Album closer “Ark” vibrates parallel universe “Norwegian Wood” vibes; an easy and repetitive acoustic and percussion pairing that follows a simple melody to create a stage for vocals to creep in from what feels like down the hall before tapering off into another starry set of rocketing electric guitar. Again, Gunn somehow manages to take the metaphysical and make it tangibly normal; listening to “Ark” is the equivalent of sitting on your porch at dusk, only the find the sun has set and the stars have come out. This confirms what Matador Records outlines about Eyes On The Lines, stating”These are songs you can take in quickly, but spend all the time in the world devouring. The very large and the very small are present in equal measure. The inability to categorize them within the avalanche of impotent diatribes that pass for categorization is a testament to their power.”

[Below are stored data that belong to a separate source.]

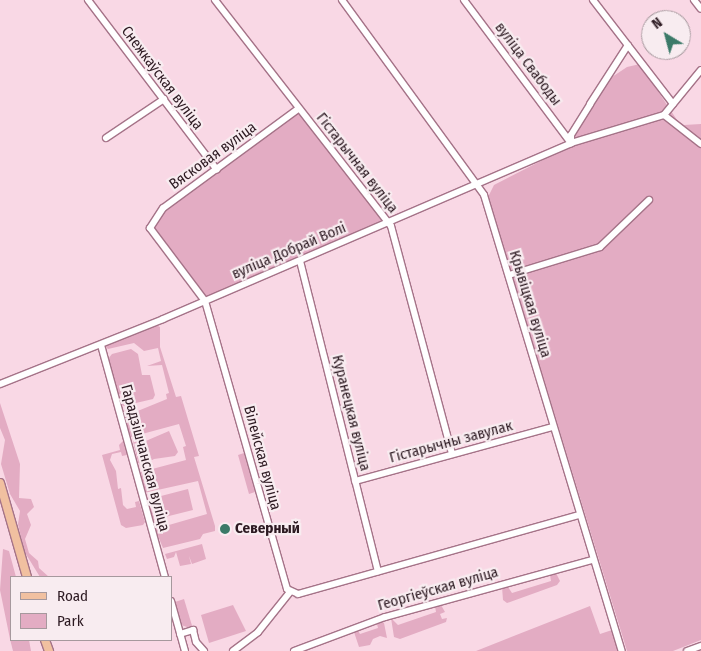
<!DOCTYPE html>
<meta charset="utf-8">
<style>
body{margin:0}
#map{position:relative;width:701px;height:651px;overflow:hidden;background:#f9d8e5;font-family:"Fira Sans Condensed",sans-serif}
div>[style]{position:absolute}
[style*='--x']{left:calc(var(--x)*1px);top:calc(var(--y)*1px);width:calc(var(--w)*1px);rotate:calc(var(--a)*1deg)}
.green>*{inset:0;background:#e3acc3}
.roads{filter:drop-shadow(1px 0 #a57388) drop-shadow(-1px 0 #a57388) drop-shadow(0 1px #a57388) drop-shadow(0 -1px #a57388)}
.minor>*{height:6px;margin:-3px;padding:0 3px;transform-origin:3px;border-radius:3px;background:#fff}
.major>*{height:8px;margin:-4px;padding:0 4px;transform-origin:4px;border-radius:4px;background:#f1c0a0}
.dots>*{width:14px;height:14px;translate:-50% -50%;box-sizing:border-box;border:2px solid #f8ecf0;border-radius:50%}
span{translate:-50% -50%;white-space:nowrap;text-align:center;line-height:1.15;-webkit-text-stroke:4.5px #f8ecf0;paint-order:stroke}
.street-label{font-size:15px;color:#2c1921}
.poi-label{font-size:15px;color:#2c1921;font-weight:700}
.left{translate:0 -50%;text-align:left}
.legend{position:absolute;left:10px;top:576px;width:162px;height:65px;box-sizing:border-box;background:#f8ecf0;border:1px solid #a6989d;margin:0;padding:6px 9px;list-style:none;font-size:15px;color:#2c1921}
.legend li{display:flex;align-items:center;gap:10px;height:25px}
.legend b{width:25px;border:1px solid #a6989d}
.north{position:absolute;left:641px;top:10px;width:50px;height:50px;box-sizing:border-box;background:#f8ecf0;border:1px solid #a6989d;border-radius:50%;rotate:323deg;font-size:14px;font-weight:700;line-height:20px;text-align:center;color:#2c1921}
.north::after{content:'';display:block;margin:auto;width:18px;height:22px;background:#3b7a68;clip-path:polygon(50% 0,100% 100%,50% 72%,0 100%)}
</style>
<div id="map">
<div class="green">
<i style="clip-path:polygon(640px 64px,677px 120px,684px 125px,701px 124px,701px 640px,673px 651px,627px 651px,488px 197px,494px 185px,580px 141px,571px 143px,571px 135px,606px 81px,627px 67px)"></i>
<i style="clip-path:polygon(298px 109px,387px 222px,205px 301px,153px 233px,155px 218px)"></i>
<i style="clip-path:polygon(156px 325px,160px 327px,160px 347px,176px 397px,181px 396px,199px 456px,194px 457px,215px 526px,215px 531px,203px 534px,200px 539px,163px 548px,155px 529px,207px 514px,198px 481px,144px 493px,141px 472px,186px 460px,183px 447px,186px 446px,179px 424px,131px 437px,123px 417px,167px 399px,166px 394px,169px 393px,162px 365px,147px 366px,161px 361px,158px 348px,144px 351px,134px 343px,108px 349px,105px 346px)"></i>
<i style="clip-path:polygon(131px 349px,138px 354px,142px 375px,150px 375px,155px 395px,153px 399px,123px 406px,119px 401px,131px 398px,130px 392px,117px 395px,108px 359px,112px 354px)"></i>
<i style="clip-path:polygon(0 403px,20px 464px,19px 498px,31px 499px,34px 507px,27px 514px,31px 525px,25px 539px,29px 553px,38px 561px,39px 568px,49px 577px,40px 577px,24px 551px,18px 524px,20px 511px,10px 494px,1px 464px,5px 440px,0 428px)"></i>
<i style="clip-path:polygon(169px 431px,178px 452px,175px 456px,154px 459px,144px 465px,138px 463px,133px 441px,139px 439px,141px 443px)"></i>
<i style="clip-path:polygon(123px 441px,127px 455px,122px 456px,121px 452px,112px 454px,110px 460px,116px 471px,118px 489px,121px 488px,123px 505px,127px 509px,136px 507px,135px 502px,139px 501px,145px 522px,143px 525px,126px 528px,121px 525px,102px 455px,120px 450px,119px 445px)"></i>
<i style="clip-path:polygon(244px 453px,255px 492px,249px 494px,238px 455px)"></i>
<i style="clip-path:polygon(188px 489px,193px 510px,153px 520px,147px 499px,154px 516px,165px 513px,161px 496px)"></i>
<i style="clip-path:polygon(202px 544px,206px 559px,192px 564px,189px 556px,191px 564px,180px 566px,176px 552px,174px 557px,167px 559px,165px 554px)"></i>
<i style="clip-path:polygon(3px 549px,9px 551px,16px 577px,11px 577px,11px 640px,29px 640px,31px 651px,13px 651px,10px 639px,0 590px)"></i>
<i style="clip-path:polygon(556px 573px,560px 581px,557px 585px,507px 603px,503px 600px,502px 587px,508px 587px,512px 593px,551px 581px,550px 575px)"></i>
<i style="clip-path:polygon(184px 599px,193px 629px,181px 625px,175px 602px)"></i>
<i style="clip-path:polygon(233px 605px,246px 631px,209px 643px,201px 615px)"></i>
<i style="clip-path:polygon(441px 605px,445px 612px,440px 614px,442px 619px,447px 618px,446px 622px,400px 639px,394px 637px,391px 618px,398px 625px,436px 612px,435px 606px)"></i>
<i style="clip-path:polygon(590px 606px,600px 634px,612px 630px,618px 651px,476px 651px)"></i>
<i style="clip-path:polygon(381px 621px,384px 623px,387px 638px,380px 636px,373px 639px,370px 645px,359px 647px,354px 632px,357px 629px,360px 634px,378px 628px,377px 624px)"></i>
</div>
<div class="roads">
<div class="minor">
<i style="--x:88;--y:0;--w:213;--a:52.8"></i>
<i style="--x:215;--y:0;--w:286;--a:52.1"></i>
<i style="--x:391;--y:226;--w:235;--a:75"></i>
<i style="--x:342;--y:0;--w:241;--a:53.9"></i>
<i style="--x:484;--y:195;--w:476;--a:73.2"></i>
<i style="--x:464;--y:0;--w:179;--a:53.2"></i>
<i style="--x:593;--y:0;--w:131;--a:52.4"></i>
<i style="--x:694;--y:0;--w:11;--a:52"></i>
<i style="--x:298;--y:109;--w:167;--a:143.7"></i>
<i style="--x:163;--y:208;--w:24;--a:123"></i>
<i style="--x:150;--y:228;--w:91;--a:53"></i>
<i style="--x:205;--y:301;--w:299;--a:74.1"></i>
<i style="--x:287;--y:589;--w:12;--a:24"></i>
<i style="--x:298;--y:594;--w:292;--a:-15.7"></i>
<i style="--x:664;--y:115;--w:58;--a:-50.6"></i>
<i style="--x:664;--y:115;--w:47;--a:38.1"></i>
<i style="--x:106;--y:138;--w:70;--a:-33.9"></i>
<i style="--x:571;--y:142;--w:7;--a:-90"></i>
<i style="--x:571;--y:135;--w:36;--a:-58"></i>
<i style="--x:590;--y:104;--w:70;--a:-57.2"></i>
<i style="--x:300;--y:261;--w:320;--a:75.9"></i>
<i style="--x:509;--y:275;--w:95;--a:-17.1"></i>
<i style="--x:600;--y:247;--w:68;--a:-43.8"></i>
<i style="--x:101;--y:345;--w:241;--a:74.6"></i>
<i style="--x:0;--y:384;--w:175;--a:-21.7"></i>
<i style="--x:163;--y:319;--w:444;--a:-23.3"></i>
<i style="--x:571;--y:143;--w:97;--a:-16.8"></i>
<i style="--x:355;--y:481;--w:205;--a:-15.3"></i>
<i style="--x:171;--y:601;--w:52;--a:74.4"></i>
<i style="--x:180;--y:634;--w:14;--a:-17"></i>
<i style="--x:193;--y:630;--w:12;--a:76"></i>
<i style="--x:196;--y:642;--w:12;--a:48"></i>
<i style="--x:233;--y:651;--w:31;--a:-37"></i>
<i style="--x:258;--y:632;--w:51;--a:-51.3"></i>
<i style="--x:294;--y:651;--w:97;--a:-20.5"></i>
<i style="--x:385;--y:617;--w:215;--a:-15.4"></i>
<i style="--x:687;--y:651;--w:15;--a:-20"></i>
</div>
<div class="major">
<i style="--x:0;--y:483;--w:98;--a:74"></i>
<i style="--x:45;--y:640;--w:12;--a:70"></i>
</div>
</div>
<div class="dots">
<i style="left:225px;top:529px;background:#3b7a68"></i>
</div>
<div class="street-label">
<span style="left:528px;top:64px;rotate:53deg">вуліца Свабоды</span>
<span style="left:162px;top:78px;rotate:53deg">Снежкаўская вуліца</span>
<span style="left:213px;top:156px;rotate:-36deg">Вясковая вуліца</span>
<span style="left:357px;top:163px;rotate:52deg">Гістарычная вуліца</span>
<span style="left:289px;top:251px;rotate:-23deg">вуліца Добрай Волі</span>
<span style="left:530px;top:304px;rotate:73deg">Крывіцкая вуліца</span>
<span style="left:351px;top:413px;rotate:76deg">Куранецкая вуліца</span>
<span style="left:451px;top:442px;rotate:-15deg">Гістарычны завулак</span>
<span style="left:145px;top:458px;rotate:75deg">Гарадзішчанская вуліца</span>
<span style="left:262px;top:458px;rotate:75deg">Вілейская вуліца</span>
<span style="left:438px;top:589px;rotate:-16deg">Георгіеўская вуліца</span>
</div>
<div class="poi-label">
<span class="left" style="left:235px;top:529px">Северный</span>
</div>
<ul class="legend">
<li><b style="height:6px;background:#f1c0a0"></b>Road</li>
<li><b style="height:14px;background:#e3acc3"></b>Park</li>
</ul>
<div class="north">N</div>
</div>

Though lyrically Eyes On The Lines is purposefully left open ended and vague while also lacking in a certain sharpness that may have lent a bite of conflict to an otherwise relatively complacent, contemplative effort, Eyes On The Lines is a fulfilling enterprise; one that will easily lull the listener into a vegetative state of nomad-ism, and perhaps might even spur you to get up and go find it.